Déséquilibre significatif : le ministre reprend le flambeau
Nous avons déjà beaucoup écrit dans cette revue sur la notion de déséquilibre significatif, véritable tarte à la crème aux contours juridiques non définis. Introduite dans notre droit par la loi LME de façon à obtenir par les prétoires une régulation que la loi n’a pas pu atteindre.
Pour bien comprendre les enjeux de ce dispositif, il suffit de rappeler que d’après notre Code civil, le contrat est réputé intervenu entre deux ou plusieurs parties, toutes également éclairées et conscientes. Selon l’article 1134 dudit code, les conventions légalement formées tiennent lieu de loi à ceux qui les ont faites. Force est de constater que dans bien des domaines, ce principe ne s’applique pas. La loi posant en principe qu’il existe une partie forte et une partie faible et qu’il y a lieu de protéger la partie faible. Le droit du travail comporte même un régime spécifique d’administration de la preuve puisque « le doute profite au salarié ».
Un fort et un faible ?
Jusqu’à présent, les relations entre commerçants ont réussi à échapper à ce mouvement protecteur, mais les offensives sont nombreuses et la notion même de déséquilibre significatif en fait partie. Très clairement, elle implique de considérer qu’il existerait dans les relations entre commerçants ou entre industriels et distributeurs, une partie forte et une partie faible. C’est ainsi qu’ont été analysées, depuis l’entrée en vigueur de la notion, de très multiples clauses contractuelles, le plus souvent au préjudice de la grande distribution. Néanmoins, un jugement rendu par le tribunal de commerce de Paris en septembre dernier, au bénéfice du groupe E.Leclerc, a clairement montré que le juge n’était pas disposé à considérer que dans les relations industrie-commerce, il existerait une partie forte et une partie faible, et qu’il faudrait donc systématiquement protéger cette dernière.
C’est sur le terrain de la preuve que la position de stricte neutralité du juge est empreinte d’une grande fermeté alors que le ministre prétendait, dans cette affaire, que « le constat qu’aucun des 49 fournisseurs ayant signé les 118 contrats n’est parvenu à négocier une contrepartie au paiement de la CPV (vocabulaire commun pour les marchés publics), qui aurait été le gage réel d’une véritable négociation, illustre on ne peut mieux la contrainte exercée par le Galec ».

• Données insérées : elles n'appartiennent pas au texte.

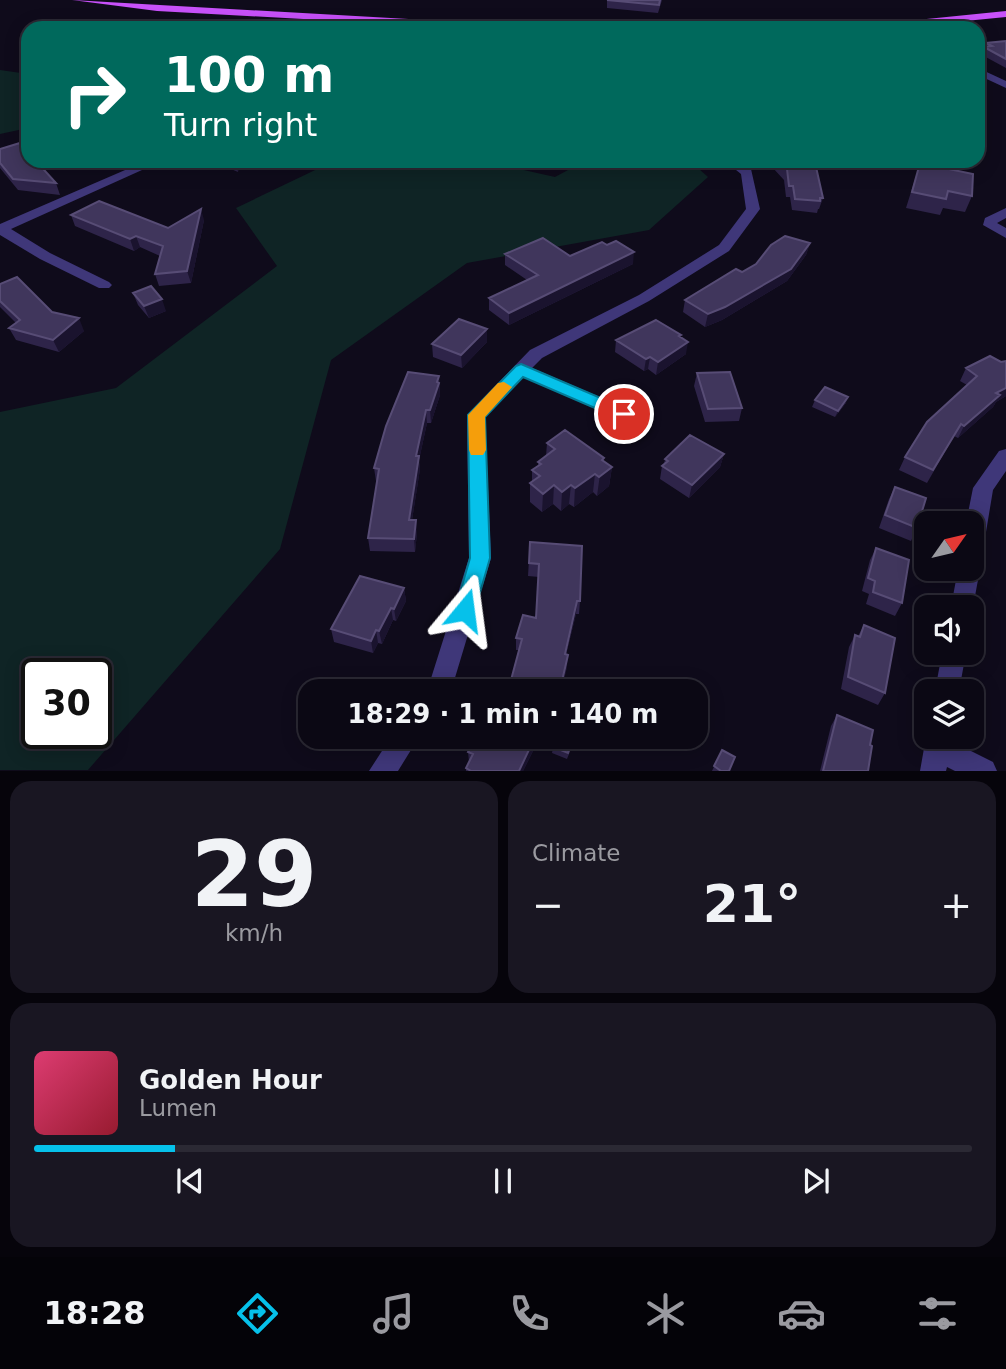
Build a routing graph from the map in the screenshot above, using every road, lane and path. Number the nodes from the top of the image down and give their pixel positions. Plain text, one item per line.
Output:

Le juge demande des preuves
Mais pour le tribunal, le simple constat, que fait le ministre, de la souscription d’une obligation par une partie n’est pas la preuve qu’elle l’a faite sous la pression ou la contrainte. Autrement dit, le juge s’est refusé à considérer que le doute devait profiter au fournisseur dans sa relation contractuelle avec le distributeur. Ce faisant, il affirme que chaque partie au contrat dispose de la même autonomie de telle manière qu’elle est censée s’engager librement et sans contrainte. C’est à la partie qui allèguera l’existence d’une contrainte de la prouver. C’est donc ce fardeau qui pèse sur le ministre aujourd’hui et il est certain qu’il ne pourra pas s’agir, cette fois-ci, de se retrancher derrière de grands principes et des affirmations gratuites.
Le ministre considère que la clause contractuelle qu’il stigmatise priverait le fournisseur de la possibilité de ne pas intervenir au procès. Et le place dans la situation de devoir choisir entre : défendre ses propres intérêts, au risque de mettre en péril sa relation avec le distributeur, ou se ranger aux côtés de ce dernier, en allant à l’encontre de ses propres intérêts.
Soit le contrat a été librement négocié entre deux parties consentantes et la clause litigieuse ne saurait être réputée déséquilibrée ; soit le ministre apporte la preuve concrète d’une coercition ayant entouré l’engagement du fournisseur. C’est évidemment beaucoup plus dur que de poser en principe le fait qu’une partie au contrat commercial obtient l’engagement de son cocontractant, parce qu’elle impose la signature d’une clause sans négociation.